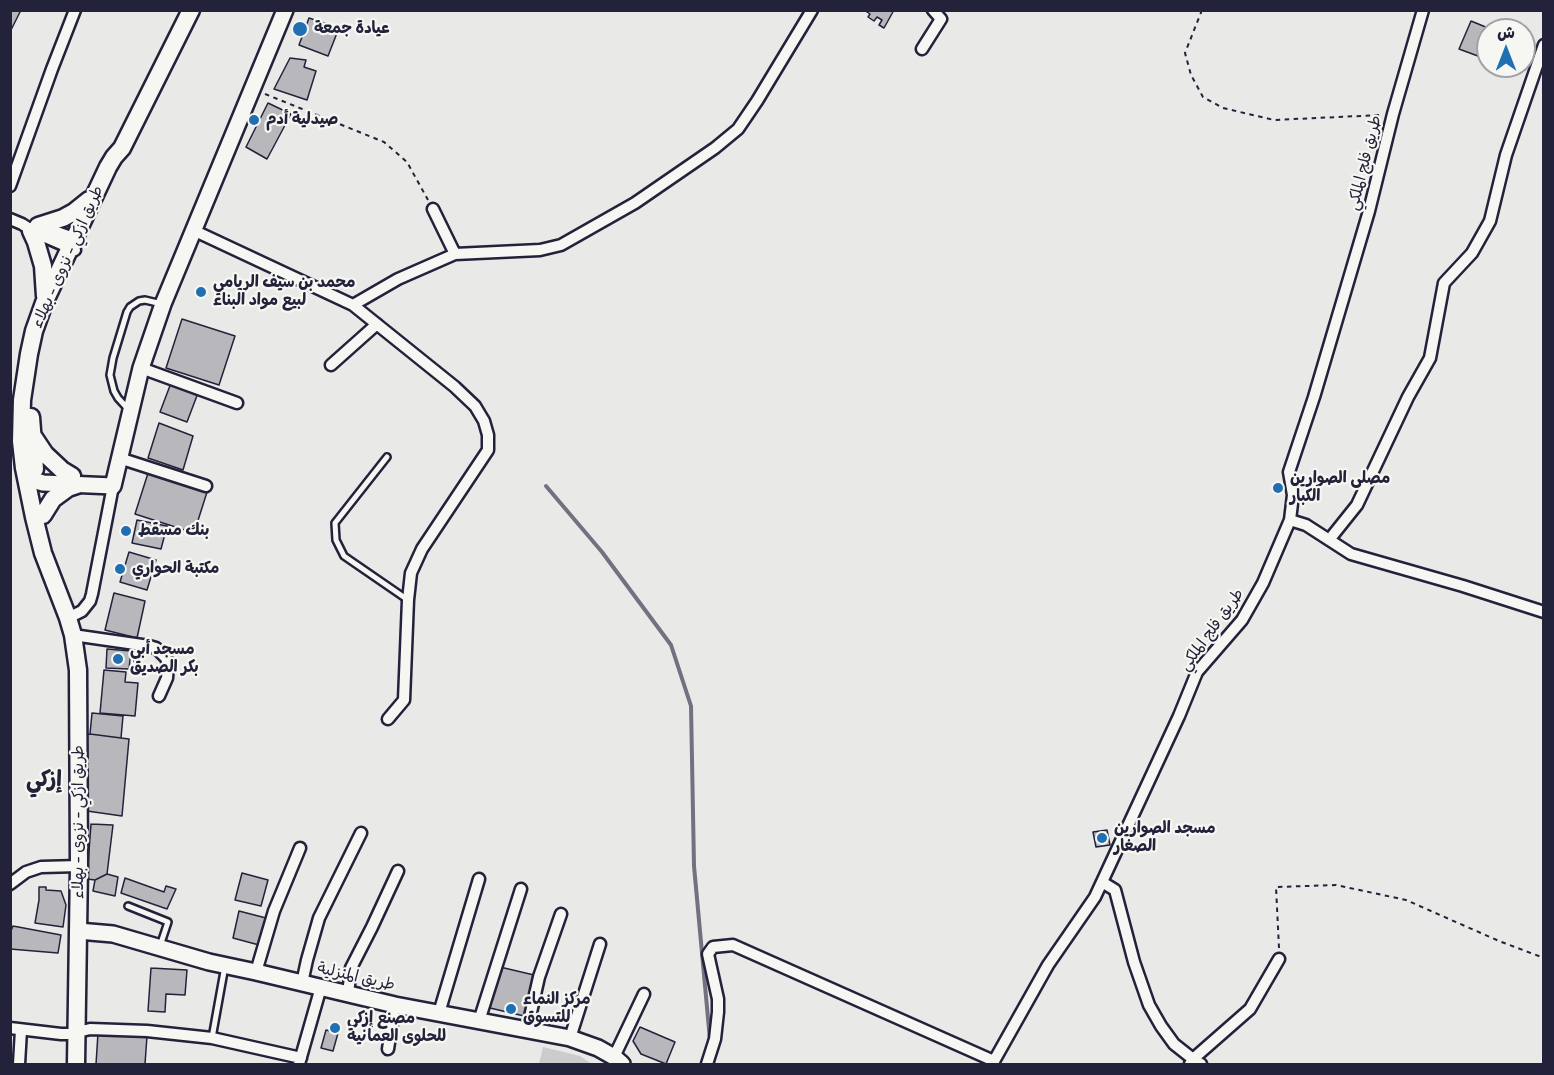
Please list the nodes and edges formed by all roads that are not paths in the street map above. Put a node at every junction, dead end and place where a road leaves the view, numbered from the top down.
1 (75, 10) edge
2 (191, 10) edge
3 (285, 10) edge
4 (812, 10) edge
5 (933, 10) edge
6 (1423, 10) edge
7 (1544, 45) edge
8 (922, 49) dead end
9 (122, 148) junction
10 (10, 186) edge
11 (94, 195) junction
12 (433, 209) road end
13 (10, 219) edge
14 (31, 227) junction
15 (195, 231) junction
16 (75, 244) junction
17 (455, 254) junction
18 (44, 303) junction
19 (163, 304) junction
20 (353, 305) junction
21 (377, 324) junction
22 (331, 365) dead end
23 (141, 368) junction
24 (237, 403) dead end
25 (130, 412) junction
26 (33, 435) junction
27 (387, 457) dead end
28 (119, 458) junction
29 (32, 479) junction
30 (74, 480) junction
31 (114, 482) junction
32 (206, 486) dead end
33 (43, 515) junction
34 (1290, 520) junction
35 (1329, 540) junction
36 (55, 582) junction
37 (408, 600) junction
38 (1544, 612) edge
39 (68, 618) junction
40 (73, 635) junction
41 (159, 696) dead end
42 (388, 719) dead end
43 (361, 833) dead end
44 (300, 848) dead end
45 (79, 866) junction
46 (398, 871) dead end
47 (479, 879) dead end
48 (1102, 882) junction
49 (10, 884) edge
50 (521, 889) dead end
51 (129, 906) dead end
52 (561, 914) dead end
53 (78, 931) junction
54 (600, 944) dead end
55 (159, 948) junction
56 (1279, 959) road end
57 (225, 966) junction
58 (256, 972) junction
59 (302, 983) junction
60 (321, 987) junction
61 (348, 994) junction
62 (644, 994) dead end
63 (395, 1005) junction
64 (439, 1013) junction
65 (478, 1021) junction
66 (16, 1029) edge
67 (527, 1030) junction
68 (77, 1032) junction
69 (212, 1038) junction
70 (570, 1038) junction
71 (388, 1049) dead end
72 (300, 1061) edge
73 (618, 1061) edge
74 (994, 1063) edge
75 (1195, 1063) edge
76 (19, 1065) edge
77 (76, 1065) edge
78 (707, 1065) edge

1 - 10 street
2 - 9 main road, طريق ازكي - نزوى - بهلاء
3 - 15 street
4 - 17 street
5 - 8 street
6 - 34 street, طريق فلج الملكي
7 - 35 street
9 - 11 main road, طريق ازكي - نزوى - بهلاء
9 - 16 main road, طريق ازكي - نزوى - بهلاء
11 - 14 main road
11 - 16 main road, طريق ازكي - نزوى - بهلاء
12 - 17 street
13 - 14 street
14 - 16 street
14 - 18 main road
15 - 19 street
15 - 20 street
16 - 18 main road, طريق ازكي - نزوى - بهلاء
16 - 26 main road, طريق ازكي - نزوى - بهلاء
17 - 20 street
18 - 29 main road, طريق ازكي - نزوى - بهلاء
19 - 23 street
19 - 25 lane
20 - 21 street
21 - 22 street
21 - 37 street
23 - 24 street
23 - 25 street
25 - 28 street
26 - 29 main road, طريق ازكي - نزوى - بهلاء
26 - 30 main road
27 - 37 lane
28 - 31 street
28 - 32 street
29 - 30 street
29 - 33 main road, طريق ازكي - نزوى - بهلاء
29 - 36 main road, طريق ازكي - نزوى - بهلاء
30 - 31 street
30 - 33 main road
31 - 39 street
33 - 36 main road, طريق ازكي - نزوى - بهلاء
34 - 35 street
34 - 48 street, طريق فلج الملكي
35 - 38 street
36 - 39 main road, طريق ازكي - نزوى - بهلاء
37 - 42 street
39 - 40 main road, طريق ازكي - نزوى - بهلاء
40 - 41 street
40 - 45 main road, طريق ازكي - نزوى - بهلاء
43 - 59 street
44 - 58 street
45 - 49 street
45 - 53 main road, طريق ازكي - نزوى - بهلاء
46 - 61 street
47 - 64 street
48 - 74 street, طريق فلج الملكي
48 - 75 street
50 - 65 street
51 - 55 lane
52 - 67 street
53 - 55 street, طريق المنزلية
53 - 68 main road, طريق ازكي - نزوى - بهلاء
54 - 70 street
55 - 57 street, طريق المنزلية
56 - 75 street
57 - 58 street, طريق المنزلية
57 - 69 lane
58 - 59 street, طريق المنزلية
59 - 60 street, طريق المنزلية
60 - 61 street, طريق المنزلية
60 - 72 street
61 - 63 street, طريق المنزلية
62 - 73 street
63 - 64 street, طريق المنزلية
63 - 71 street
64 - 65 street, طريق المنزلية
65 - 67 street, طريق المنزلية
66 - 68 street
66 - 76 street
67 - 70 street, طريق المنزلية
68 - 69 street
68 - 77 main road, طريق ازكي - نزوى - بهلاء
69 - 72 street
70 - 73 street, طريق المنزلية
74 - 78 street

_WHAT YOU HAVE TO DO_
Could the entries above be written out word for word, with no pictures?

_EXERCISE OUTPUT_
Please list the nodes and edges formed by all roads that are not paths in the street map above. Put a node at every junction, dead end and place where a road leaves the view, numbered from the top down.
1 (75, 10) edge
2 (191, 10) edge
3 (285, 10) edge
4 (812, 10) edge
5 (933, 10) edge
6 (1423, 10) edge
7 (1544, 45) edge
8 (922, 49) dead end
9 (122, 148) junction
10 (10, 186) edge
11 (94, 195) junction
12 (433, 209) road end
13 (10, 219) edge
14 (31, 227) junction
15 (195, 231) junction
16 (75, 244) junction
17 (455, 254) junction
18 (44, 303) junction
19 (163, 304) junction
20 (353, 305) junction
21 (377, 324) junction
22 (331, 365) dead end
23 (141, 368) junction
24 (237, 403) dead end
25 (130, 412) junction
26 (33, 435) junction
27 (387, 457) dead end
28 (119, 458) junction
29 (32, 479) junction
30 (74, 480) junction
31 (114, 482) junction
32 (206, 486) dead end
33 (43, 515) junction
34 (1290, 520) junction
35 (1329, 540) junction
36 (55, 582) junction
37 (408, 600) junction
38 (1544, 612) edge
39 (68, 618) junction
40 (73, 635) junction
41 (159, 696) dead end
42 (388, 719) dead end
43 (361, 833) dead end
44 (300, 848) dead end
45 (79, 866) junction
46 (398, 871) dead end
47 (479, 879) dead end
48 (1102, 882) junction
49 (10, 884) edge
50 (521, 889) dead end
51 (129, 906) dead end
52 (561, 914) dead end
53 (78, 931) junction
54 (600, 944) dead end
55 (159, 948) junction
56 (1279, 959) road end
57 (225, 966) junction
58 (256, 972) junction
59 (302, 983) junction
60 (321, 987) junction
61 (348, 994) junction
62 (644, 994) dead end
63 (395, 1005) junction
64 (439, 1013) junction
65 (478, 1021) junction
66 (16, 1029) edge
67 (527, 1030) junction
68 (77, 1032) junction
69 (212, 1038) junction
70 (570, 1038) junction
71 (388, 1049) dead end
72 (300, 1061) edge
73 (618, 1061) edge
74 (994, 1063) edge
75 (1195, 1063) edge
76 (19, 1065) edge
77 (76, 1065) edge
78 (707, 1065) edge

1 - 10 street
2 - 9 main road, طريق ازكي - نزوى - بهلاء
3 - 15 street
4 - 17 street
5 - 8 street
6 - 34 street, طريق فلج الملكي
7 - 35 street
9 - 11 main road, طريق ازكي - نزوى - بهلاء
9 - 16 main road, طريق ازكي - نزوى - بهلاء
11 - 14 main road
11 - 16 main road, طريق ازكي - نزوى - بهلاء
12 - 17 street
13 - 14 street
14 - 16 street
14 - 18 main road
15 - 19 street
15 - 20 street
16 - 18 main road, طريق ازكي - نزوى - بهلاء
16 - 26 main road, طريق ازكي - نزوى - بهلاء
17 - 20 street
18 - 29 main road, طريق ازكي - نزوى - بهلاء
19 - 23 street
19 - 25 lane
20 - 21 street
21 - 22 street
21 - 37 street
23 - 24 street
23 - 25 street
25 - 28 street
26 - 29 main road, طريق ازكي - نزوى - بهلاء
26 - 30 main road
27 - 37 lane
28 - 31 street
28 - 32 street
29 - 30 street
29 - 33 main road, طريق ازكي - نزوى - بهلاء
29 - 36 main road, طريق ازكي - نزوى - بهلاء
30 - 31 street
30 - 33 main road
31 - 39 street
33 - 36 main road, طريق ازكي - نزوى - بهلاء
34 - 35 street
34 - 48 street, طريق فلج الملكي
35 - 38 street
36 - 39 main road, طريق ازكي - نزوى - بهلاء
37 - 42 street
39 - 40 main road, طريق ازكي - نزوى - بهلاء
40 - 41 street
40 - 45 main road, طريق ازكي - نزوى - بهلاء
43 - 59 street
44 - 58 street
45 - 49 street
45 - 53 main road, طريق ازكي - نزوى - بهلاء
46 - 61 street
47 - 64 street
48 - 74 street, طريق فلج الملكي
48 - 75 street
50 - 65 street
51 - 55 lane
52 - 67 street
53 - 55 street, طريق المنزلية
53 - 68 main road, طريق ازكي - نزوى - بهلاء
54 - 70 street
55 - 57 street, طريق المنزلية
56 - 75 street
57 - 58 street, طريق المنزلية
57 - 69 lane
58 - 59 street, طريق المنزلية
59 - 60 street, طريق المنزلية
60 - 61 street, طريق المنزلية
60 - 72 street
61 - 63 street, طريق المنزلية
62 - 73 street
63 - 64 street, طريق المنزلية
63 - 71 street
64 - 65 street, طريق المنزلية
65 - 67 street, طريق المنزلية
66 - 68 street
66 - 76 street
67 - 70 street, طريق المنزلية
68 - 69 street
68 - 77 main road, طريق ازكي - نزوى - بهلاء
69 - 72 street
70 - 73 street, طريق المنزلية
74 - 78 street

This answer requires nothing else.